With Maeterlinck, personification is not accomplished through falsification. His "Life of the Bee" is based on his own observation and wide reading, and is freer from error than many of the purely scientific books written on the subject. Such mistakes in fact, as he makes, are accidental and never due to distortion or invention for the purpose of working in a poetic fancy or of pointing a moral. In fact, he does not point a moral. His nature studies teach no lesson unless it is the great lesson of kinship with nature. He does not, like Kipling, write an animal story with the aim of amending the budget bill or changing diplomatic relations. "The Life of the Bee" may be used as a socialistic tract. It may also be used as an anti-socialistic tract. "The spirit of the hive", as he interprets it, attracts some people and repels others. Lord Avebury, who is the leading English authority on ants and bees, is the head of the society for opposing socialism.

Maeterlinck is not one of those who set up animals on their hind legs to act as schoolmasters to men. He finds nowhere outside of ourselves, neither in the heavens above nor in the earth beneath, that justice in which mankind instinctively and inevitably believes. He is as largely pragmatic as Sumner in his derivation of morality:

Between the external world and our actions there exists only the simple and essentially non-moral relations of cause and effect.

In the course of adapting ourselves to the laws of life we have naturally been led to credit with our moral ideas those principles of causality that we encounter most frequently.

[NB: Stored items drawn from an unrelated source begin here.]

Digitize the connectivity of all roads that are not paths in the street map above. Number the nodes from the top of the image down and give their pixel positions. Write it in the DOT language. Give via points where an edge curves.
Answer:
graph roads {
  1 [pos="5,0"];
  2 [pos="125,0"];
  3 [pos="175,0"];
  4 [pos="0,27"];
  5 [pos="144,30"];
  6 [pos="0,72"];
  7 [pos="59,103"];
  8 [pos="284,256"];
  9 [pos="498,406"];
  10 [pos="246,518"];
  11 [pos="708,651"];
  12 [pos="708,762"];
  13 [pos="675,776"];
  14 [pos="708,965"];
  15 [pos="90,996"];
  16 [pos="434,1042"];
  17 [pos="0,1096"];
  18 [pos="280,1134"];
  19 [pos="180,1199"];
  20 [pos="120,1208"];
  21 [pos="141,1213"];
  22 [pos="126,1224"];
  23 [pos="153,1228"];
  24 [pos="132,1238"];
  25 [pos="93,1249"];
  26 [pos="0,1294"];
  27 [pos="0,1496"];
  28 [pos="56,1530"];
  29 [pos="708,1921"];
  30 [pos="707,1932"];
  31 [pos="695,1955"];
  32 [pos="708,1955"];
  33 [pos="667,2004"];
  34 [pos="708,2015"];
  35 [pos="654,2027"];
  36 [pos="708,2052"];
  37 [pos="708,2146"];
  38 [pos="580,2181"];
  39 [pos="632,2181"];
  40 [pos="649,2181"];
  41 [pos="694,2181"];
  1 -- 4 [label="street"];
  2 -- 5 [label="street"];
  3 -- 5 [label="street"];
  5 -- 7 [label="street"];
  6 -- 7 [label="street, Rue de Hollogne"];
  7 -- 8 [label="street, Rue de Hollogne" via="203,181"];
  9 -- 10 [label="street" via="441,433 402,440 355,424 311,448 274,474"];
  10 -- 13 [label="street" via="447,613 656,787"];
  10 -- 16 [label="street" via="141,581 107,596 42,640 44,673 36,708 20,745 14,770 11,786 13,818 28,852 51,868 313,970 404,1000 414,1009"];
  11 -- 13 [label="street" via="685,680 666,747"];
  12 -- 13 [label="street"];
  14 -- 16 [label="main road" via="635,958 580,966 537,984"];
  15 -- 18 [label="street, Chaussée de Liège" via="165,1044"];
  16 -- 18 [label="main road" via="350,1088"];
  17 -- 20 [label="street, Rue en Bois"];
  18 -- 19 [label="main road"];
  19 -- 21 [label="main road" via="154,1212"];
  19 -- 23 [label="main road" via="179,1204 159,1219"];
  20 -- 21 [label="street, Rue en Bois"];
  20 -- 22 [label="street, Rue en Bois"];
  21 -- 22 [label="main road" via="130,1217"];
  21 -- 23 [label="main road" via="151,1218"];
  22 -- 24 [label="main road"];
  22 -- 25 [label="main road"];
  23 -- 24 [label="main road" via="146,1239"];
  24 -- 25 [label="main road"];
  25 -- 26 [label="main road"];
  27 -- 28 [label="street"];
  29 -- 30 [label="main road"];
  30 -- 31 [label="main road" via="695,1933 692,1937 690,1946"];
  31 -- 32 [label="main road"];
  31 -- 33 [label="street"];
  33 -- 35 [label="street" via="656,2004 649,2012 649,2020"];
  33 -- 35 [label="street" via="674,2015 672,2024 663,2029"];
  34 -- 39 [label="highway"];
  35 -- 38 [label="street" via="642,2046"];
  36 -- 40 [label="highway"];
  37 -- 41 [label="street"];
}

And we have in this fashion created a very plausible semblance of effective justice, which rewards or punishes most of our actions in the degree that they approach, or deviate from, certain laws that are essential for the preservation of the race.

Within us there is a spirit that weighs only intentions; without us a power that only balances deeds.[7]

This reads like a twentieth century supplement to Huxley's Romanes address.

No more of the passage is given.